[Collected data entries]
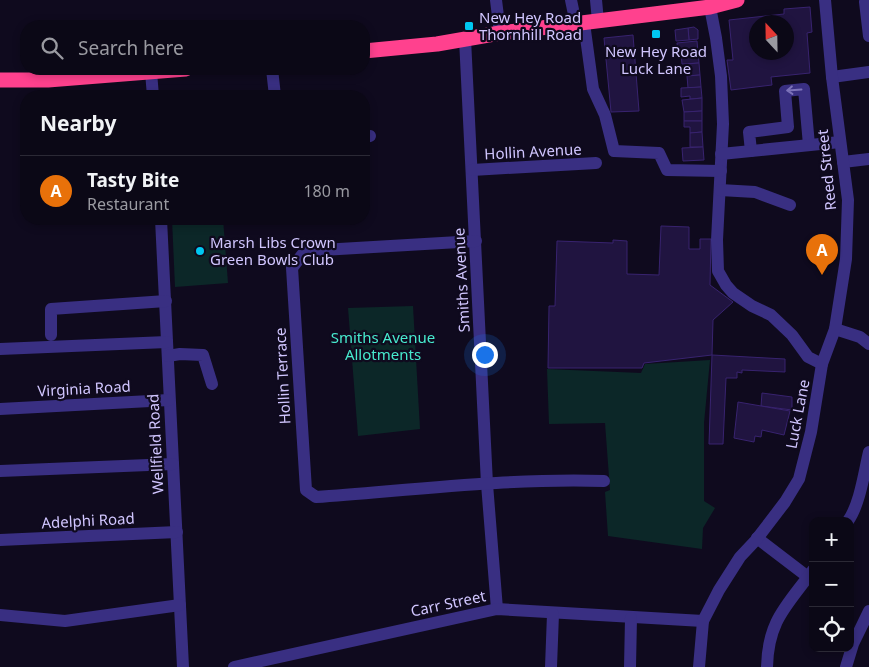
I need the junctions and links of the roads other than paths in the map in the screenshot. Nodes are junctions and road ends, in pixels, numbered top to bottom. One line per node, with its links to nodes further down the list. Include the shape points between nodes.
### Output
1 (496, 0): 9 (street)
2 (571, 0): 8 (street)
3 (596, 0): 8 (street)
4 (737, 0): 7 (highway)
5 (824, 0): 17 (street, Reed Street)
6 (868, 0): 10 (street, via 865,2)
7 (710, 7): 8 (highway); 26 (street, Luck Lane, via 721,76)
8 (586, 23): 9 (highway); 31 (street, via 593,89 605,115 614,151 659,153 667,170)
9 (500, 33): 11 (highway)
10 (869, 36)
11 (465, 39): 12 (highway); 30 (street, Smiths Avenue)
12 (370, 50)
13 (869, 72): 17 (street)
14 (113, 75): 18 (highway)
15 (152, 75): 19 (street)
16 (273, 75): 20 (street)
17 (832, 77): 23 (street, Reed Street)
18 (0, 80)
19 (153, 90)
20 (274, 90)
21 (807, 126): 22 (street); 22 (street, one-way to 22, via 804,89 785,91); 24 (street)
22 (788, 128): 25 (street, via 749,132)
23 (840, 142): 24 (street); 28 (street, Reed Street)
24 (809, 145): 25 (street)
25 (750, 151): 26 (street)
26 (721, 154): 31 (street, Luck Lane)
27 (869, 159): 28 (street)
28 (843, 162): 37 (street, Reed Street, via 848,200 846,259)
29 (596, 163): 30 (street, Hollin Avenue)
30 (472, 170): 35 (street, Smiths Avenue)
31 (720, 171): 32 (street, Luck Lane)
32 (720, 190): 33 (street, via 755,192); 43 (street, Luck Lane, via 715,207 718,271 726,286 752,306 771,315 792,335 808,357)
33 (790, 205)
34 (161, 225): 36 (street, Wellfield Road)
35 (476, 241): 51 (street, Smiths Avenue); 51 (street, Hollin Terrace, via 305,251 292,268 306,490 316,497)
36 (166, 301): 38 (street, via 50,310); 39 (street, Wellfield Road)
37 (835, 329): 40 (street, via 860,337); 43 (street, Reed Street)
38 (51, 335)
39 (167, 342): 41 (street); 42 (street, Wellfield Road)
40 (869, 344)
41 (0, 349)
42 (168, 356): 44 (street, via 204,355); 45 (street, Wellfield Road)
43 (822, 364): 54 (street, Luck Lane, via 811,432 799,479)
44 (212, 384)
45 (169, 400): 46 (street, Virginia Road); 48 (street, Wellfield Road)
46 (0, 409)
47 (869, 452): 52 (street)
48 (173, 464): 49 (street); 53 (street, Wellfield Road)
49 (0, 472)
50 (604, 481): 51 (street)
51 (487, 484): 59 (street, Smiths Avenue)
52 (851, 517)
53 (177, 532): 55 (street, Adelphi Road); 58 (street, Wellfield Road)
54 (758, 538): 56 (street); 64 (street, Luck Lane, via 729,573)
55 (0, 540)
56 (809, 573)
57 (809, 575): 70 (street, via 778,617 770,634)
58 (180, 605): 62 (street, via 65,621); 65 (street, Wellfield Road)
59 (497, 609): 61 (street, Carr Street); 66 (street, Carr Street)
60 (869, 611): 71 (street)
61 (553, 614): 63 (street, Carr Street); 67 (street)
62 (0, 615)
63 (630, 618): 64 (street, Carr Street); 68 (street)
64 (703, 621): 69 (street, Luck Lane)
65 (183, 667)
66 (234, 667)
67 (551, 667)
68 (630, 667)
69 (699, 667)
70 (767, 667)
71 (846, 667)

_PROBLEM TO WORK ON:_ No pictures belong in the copy. Repeat the entries exactly.

_PROBLEM SOLUTION:_
I need the junctions and links of the roads other than paths in the map in the screenshot. Nodes are junctions and road ends, in pixels, numbered top to bottom. One line per node, with its links to nodes further down the list. Include the shape points between nodes.
### Output
1 (496, 0): 9 (street)
2 (571, 0): 8 (street)
3 (596, 0): 8 (street)
4 (737, 0): 7 (highway)
5 (824, 0): 17 (street, Reed Street)
6 (868, 0): 10 (street, via 865,2)
7 (710, 7): 8 (highway); 26 (street, Luck Lane, via 721,76)
8 (586, 23): 9 (highway); 31 (street, via 593,89 605,115 614,151 659,153 667,170)
9 (500, 33): 11 (highway)
10 (869, 36)
11 (465, 39): 12 (highway); 30 (street, Smiths Avenue)
12 (370, 50)
13 (869, 72): 17 (street)
14 (113, 75): 18 (highway)
15 (152, 75): 19 (street)
16 (273, 75): 20 (street)
17 (832, 77): 23 (street, Reed Street)
18 (0, 80)
19 (153, 90)
20 (274, 90)
21 (807, 126): 22 (street); 22 (street, one-way to 22, via 804,89 785,91); 24 (street)
22 (788, 128): 25 (street, via 749,132)
23 (840, 142): 24 (street); 28 (street, Reed Street)
24 (809, 145): 25 (street)
25 (750, 151): 26 (street)
26 (721, 154): 31 (street, Luck Lane)
27 (869, 159): 28 (street)
28 (843, 162): 37 (street, Reed Street, via 848,200 846,259)
29 (596, 163): 30 (street, Hollin Avenue)
30 (472, 170): 35 (street, Smiths Avenue)
31 (720, 171): 32 (street, Luck Lane)
32 (720, 190): 33 (street, via 755,192); 43 (street, Luck Lane, via 715,207 718,271 726,286 752,306 771,315 792,335 808,357)
33 (790, 205)
34 (161, 225): 36 (street, Wellfield Road)
35 (476, 241): 51 (street, Smiths Avenue); 51 (street, Hollin Terrace, via 305,251 292,268 306,490 316,497)
36 (166, 301): 38 (street, via 50,310); 39 (street, Wellfield Road)
37 (835, 329): 40 (street, via 860,337); 43 (street, Reed Street)
38 (51, 335)
39 (167, 342): 41 (street); 42 (street, Wellfield Road)
40 (869, 344)
41 (0, 349)
42 (168, 356): 44 (street, via 204,355); 45 (street, Wellfield Road)
43 (822, 364): 54 (street, Luck Lane, via 811,432 799,479)
44 (212, 384)
45 (169, 400): 46 (street, Virginia Road); 48 (street, Wellfield Road)
46 (0, 409)
47 (869, 452): 52 (street)
48 (173, 464): 49 (street); 53 (street, Wellfield Road)
49 (0, 472)
50 (604, 481): 51 (street)
51 (487, 484): 59 (street, Smiths Avenue)
52 (851, 517)
53 (177, 532): 55 (street, Adelphi Road); 58 (street, Wellfield Road)
54 (758, 538): 56 (street); 64 (street, Luck Lane, via 729,573)
55 (0, 540)
56 (809, 573)
57 (809, 575): 70 (street, via 778,617 770,634)
58 (180, 605): 62 (street, via 65,621); 65 (street, Wellfield Road)
59 (497, 609): 61 (street, Carr Street); 66 (street, Carr Street)
60 (869, 611): 71 (street)
61 (553, 614): 63 (street, Carr Street); 67 (street)
62 (0, 615)
63 (630, 618): 64 (street, Carr Street); 68 (street)
64 (703, 621): 69 (street, Luck Lane)
65 (183, 667)
66 (234, 667)
67 (551, 667)
68 (630, 667)
69 (699, 667)
70 (767, 667)
71 (846, 667)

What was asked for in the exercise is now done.